(Stored data entries)
####
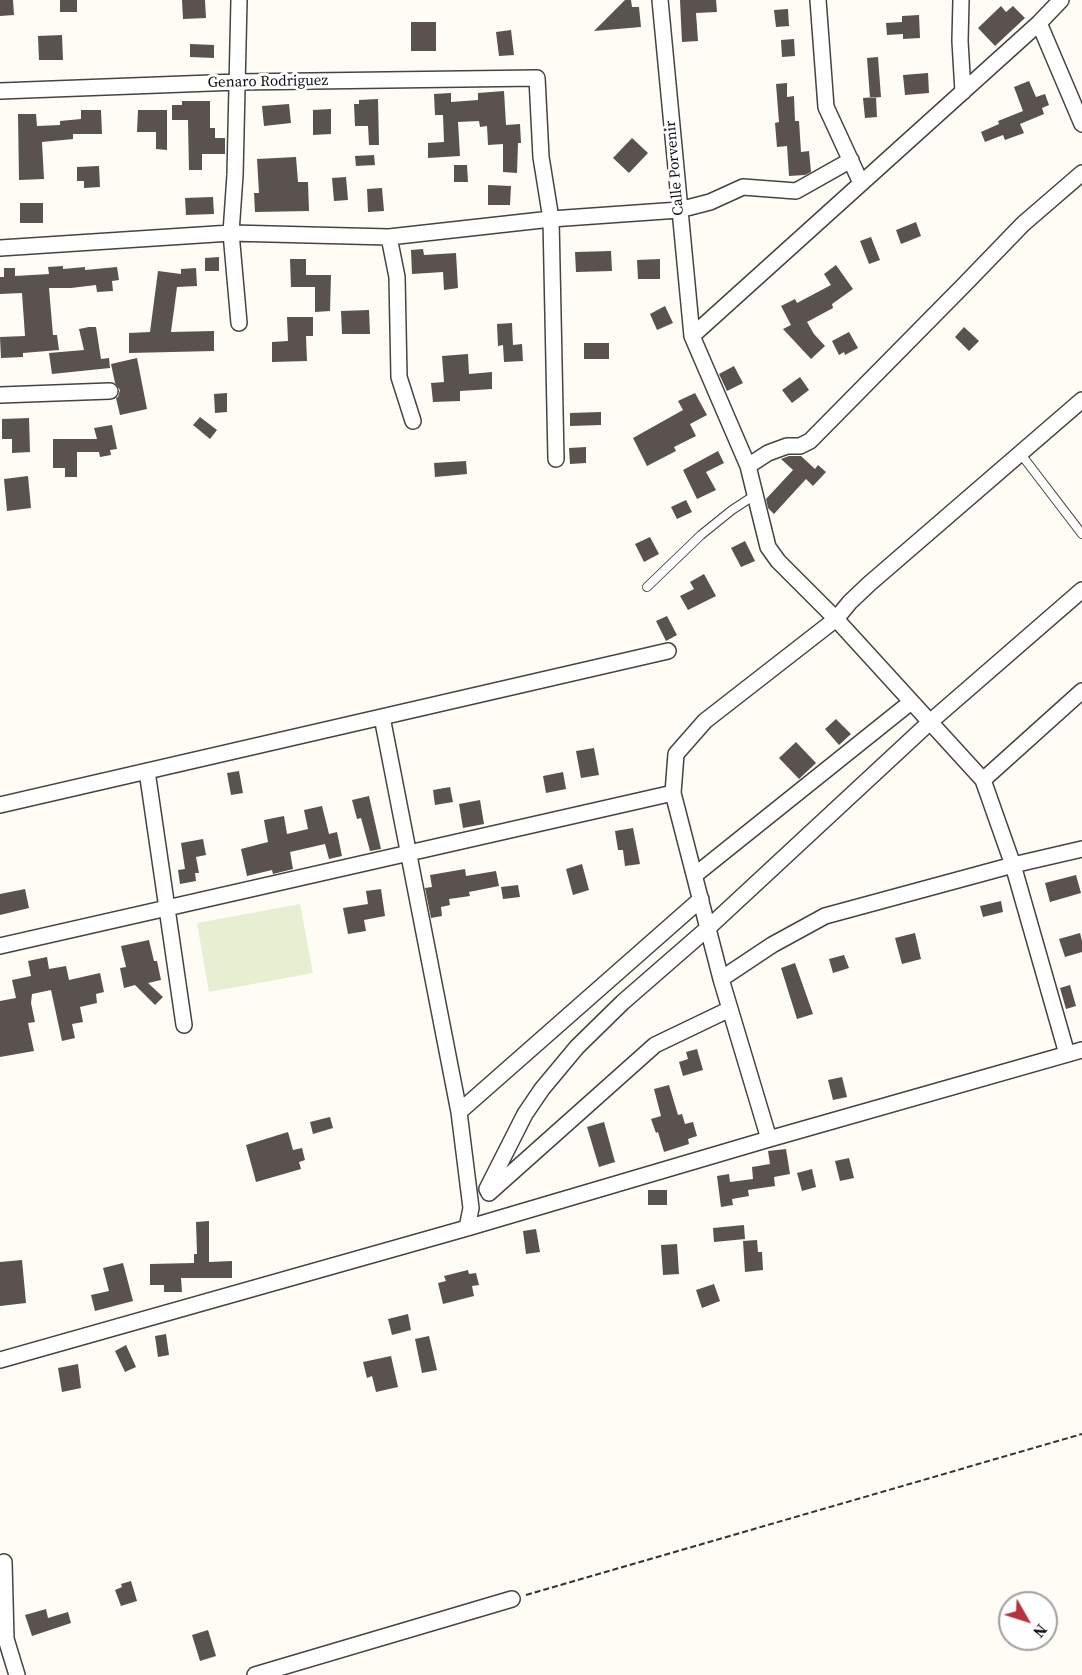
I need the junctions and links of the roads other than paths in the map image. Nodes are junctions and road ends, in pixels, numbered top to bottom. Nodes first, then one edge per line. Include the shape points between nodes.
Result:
1 (239, 0) edge
2 (660, 0) edge
3 (818, 0) edge
4 (961, 0) edge
5 (1061, 0) edge
6 (1040, 22) junction
7 (237, 81) junction
8 (0, 91) edge
9 (963, 92) junction
10 (1082, 124) edge
11 (850, 160) junction
12 (1082, 173) edge
13 (861, 183) junction
14 (679, 210) junction
15 (551, 219) junction
16 (231, 233) junction
17 (389, 237) junction
18 (0, 248) edge
19 (239, 323) dead end
20 (692, 336) junction
21 (110, 391) dead end
22 (0, 395) edge
23 (1082, 400) edge
24 (413, 421) dead end
25 (1020, 453) junction
26 (556, 459) dead end
27 (748, 466) junction
28 (755, 495) junction
29 (1082, 534) edge
30 (647, 587) dead end
31 (1082, 590) edge
32 (836, 619) junction
33 (668, 651) dead end
34 (1082, 691) edge
35 (911, 702) junction
36 (382, 717) junction
37 (930, 722) junction
38 (147, 771) junction
39 (983, 780) junction
40 (673, 794) junction
41 (0, 805) edge
42 (1082, 849) edge
43 (409, 853) junction
44 (1013, 865) junction
45 (695, 875) junction
46 (701, 899) junction
47 (167, 908) junction
48 (708, 928) junction
49 (0, 946) edge
50 (721, 979) junction
51 (730, 1009) junction
52 (184, 1025) dead end
53 (1075, 1052) edge
54 (459, 1112) junction
55 (769, 1139) junction
56 (489, 1193) junction
57 (471, 1208) junction
58 (468, 1228) junction
59 (0, 1360) edge
60 (0, 1564) edge
61 (512, 1599) road end
62 (16, 1675) edge
63 (255, 1675) edge

1 - 7 street
2 - 14 street, Calle Porvenir
3 - 11 street via 826,107
4 - 9 street
5 - 6 street
6 - 9 street
6 - 10 street
7 - 8 street, Genaro Rodriguez
7 - 15 street, Genaro Rodriguez via 537,78 541,158
7 - 16 street
9 - 13 street
11 - 13 street
11 - 14 street via 796,191 743,187
12 - 27 street via 1023,224 810,441 768,453
13 - 20 street
14 - 15 street
14 - 20 street, Calle Porvenir
15 - 17 street
15 - 26 street
16 - 17 street
16 - 18 street
16 - 19 street
17 - 24 street via 397,277 399,377
20 - 27 street, Calle Porvenir
21 - 22 street
23 - 25 street
25 - 29 lane
25 - 32 street via 849,602
27 - 28 street, Calle Porvenir
28 - 30 lane via 700,535
28 - 32 street, Calle Porvenir via 768,547
31 - 37 street
32 - 35 street, Calle Porvenir
32 - 40 street via 705,721 676,754
33 - 36 street
34 - 39 street
35 - 37 street, Calle Porvenir
35 - 45 street
36 - 38 street
36 - 43 street
37 - 39 street, Calle Porvenir
37 - 48 street
38 - 41 street
38 - 47 street
39 - 44 street
40 - 43 street
40 - 45 street
42 - 44 street
43 - 47 street
43 - 54 street
44 - 50 street via 825,916
44 - 53 street
45 - 46 street
46 - 48 street
46 - 54 street
47 - 49 street
47 - 52 street
48 - 50 street
48 - 56 street via 623,1002 577,1047 542,1089 525,1114
50 - 51 street
51 - 55 street
51 - 56 street via 656,1045
53 - 55 street
54 - 57 street
55 - 58 street
56 - 57 street
57 - 58 street
58 - 59 street
60 - 62 street via 4,1562 6,1639
61 - 63 street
####
*ASSIGNED TASK*:
Retype the records above line for line and exactly, omitting their pictures.

*WRITTEN RESPONSE*:
I need the junctions and links of the roads other than paths in the map image. Nodes are junctions and road ends, in pixels, numbered top to bottom. Nodes first, then one edge per line. Include the shape points between nodes.
Result:
1 (239, 0) edge
2 (660, 0) edge
3 (818, 0) edge
4 (961, 0) edge
5 (1061, 0) edge
6 (1040, 22) junction
7 (237, 81) junction
8 (0, 91) edge
9 (963, 92) junction
10 (1082, 124) edge
11 (850, 160) junction
12 (1082, 173) edge
13 (861, 183) junction
14 (679, 210) junction
15 (551, 219) junction
16 (231, 233) junction
17 (389, 237) junction
18 (0, 248) edge
19 (239, 323) dead end
20 (692, 336) junction
21 (110, 391) dead end
22 (0, 395) edge
23 (1082, 400) edge
24 (413, 421) dead end
25 (1020, 453) junction
26 (556, 459) dead end
27 (748, 466) junction
28 (755, 495) junction
29 (1082, 534) edge
30 (647, 587) dead end
31 (1082, 590) edge
32 (836, 619) junction
33 (668, 651) dead end
34 (1082, 691) edge
35 (911, 702) junction
36 (382, 717) junction
37 (930, 722) junction
38 (147, 771) junction
39 (983, 780) junction
40 (673, 794) junction
41 (0, 805) edge
42 (1082, 849) edge
43 (409, 853) junction
44 (1013, 865) junction
45 (695, 875) junction
46 (701, 899) junction
47 (167, 908) junction
48 (708, 928) junction
49 (0, 946) edge
50 (721, 979) junction
51 (730, 1009) junction
52 (184, 1025) dead end
53 (1075, 1052) edge
54 (459, 1112) junction
55 (769, 1139) junction
56 (489, 1193) junction
57 (471, 1208) junction
58 (468, 1228) junction
59 (0, 1360) edge
60 (0, 1564) edge
61 (512, 1599) road end
62 (16, 1675) edge
63 (255, 1675) edge

1 - 7 street
2 - 14 street, Calle Porvenir
3 - 11 street via 826,107
4 - 9 street
5 - 6 street
6 - 9 street
6 - 10 street
7 - 8 street, Genaro Rodriguez
7 - 15 street, Genaro Rodriguez via 537,78 541,158
7 - 16 street
9 - 13 street
11 - 13 street
11 - 14 street via 796,191 743,187
12 - 27 street via 1023,224 810,441 768,453
13 - 20 street
14 - 15 street
14 - 20 street, Calle Porvenir
15 - 17 street
15 - 26 street
16 - 17 street
16 - 18 street
16 - 19 street
17 - 24 street via 397,277 399,377
20 - 27 street, Calle Porvenir
21 - 22 street
23 - 25 street
25 - 29 lane
25 - 32 street via 849,602
27 - 28 street, Calle Porvenir
28 - 30 lane via 700,535
28 - 32 street, Calle Porvenir via 768,547
31 - 37 street
32 - 35 street, Calle Porvenir
32 - 40 street via 705,721 676,754
33 - 36 street
34 - 39 street
35 - 37 street, Calle Porvenir
35 - 45 street
36 - 38 street
36 - 43 street
37 - 39 street, Calle Porvenir
37 - 48 street
38 - 41 street
38 - 47 street
39 - 44 street
40 - 43 street
40 - 45 street
42 - 44 street
43 - 47 street
43 - 54 street
44 - 50 street via 825,916
44 - 53 street
45 - 46 street
46 - 48 street
46 - 54 street
47 - 49 street
47 - 52 street
48 - 50 street
48 - 56 street via 623,1002 577,1047 542,1089 525,1114
50 - 51 street
51 - 55 street
51 - 56 street via 656,1045
53 - 55 street
54 - 57 street
55 - 58 street
56 - 57 street
57 - 58 street
58 - 59 street
60 - 62 street via 4,1562 6,1639
61 - 63 street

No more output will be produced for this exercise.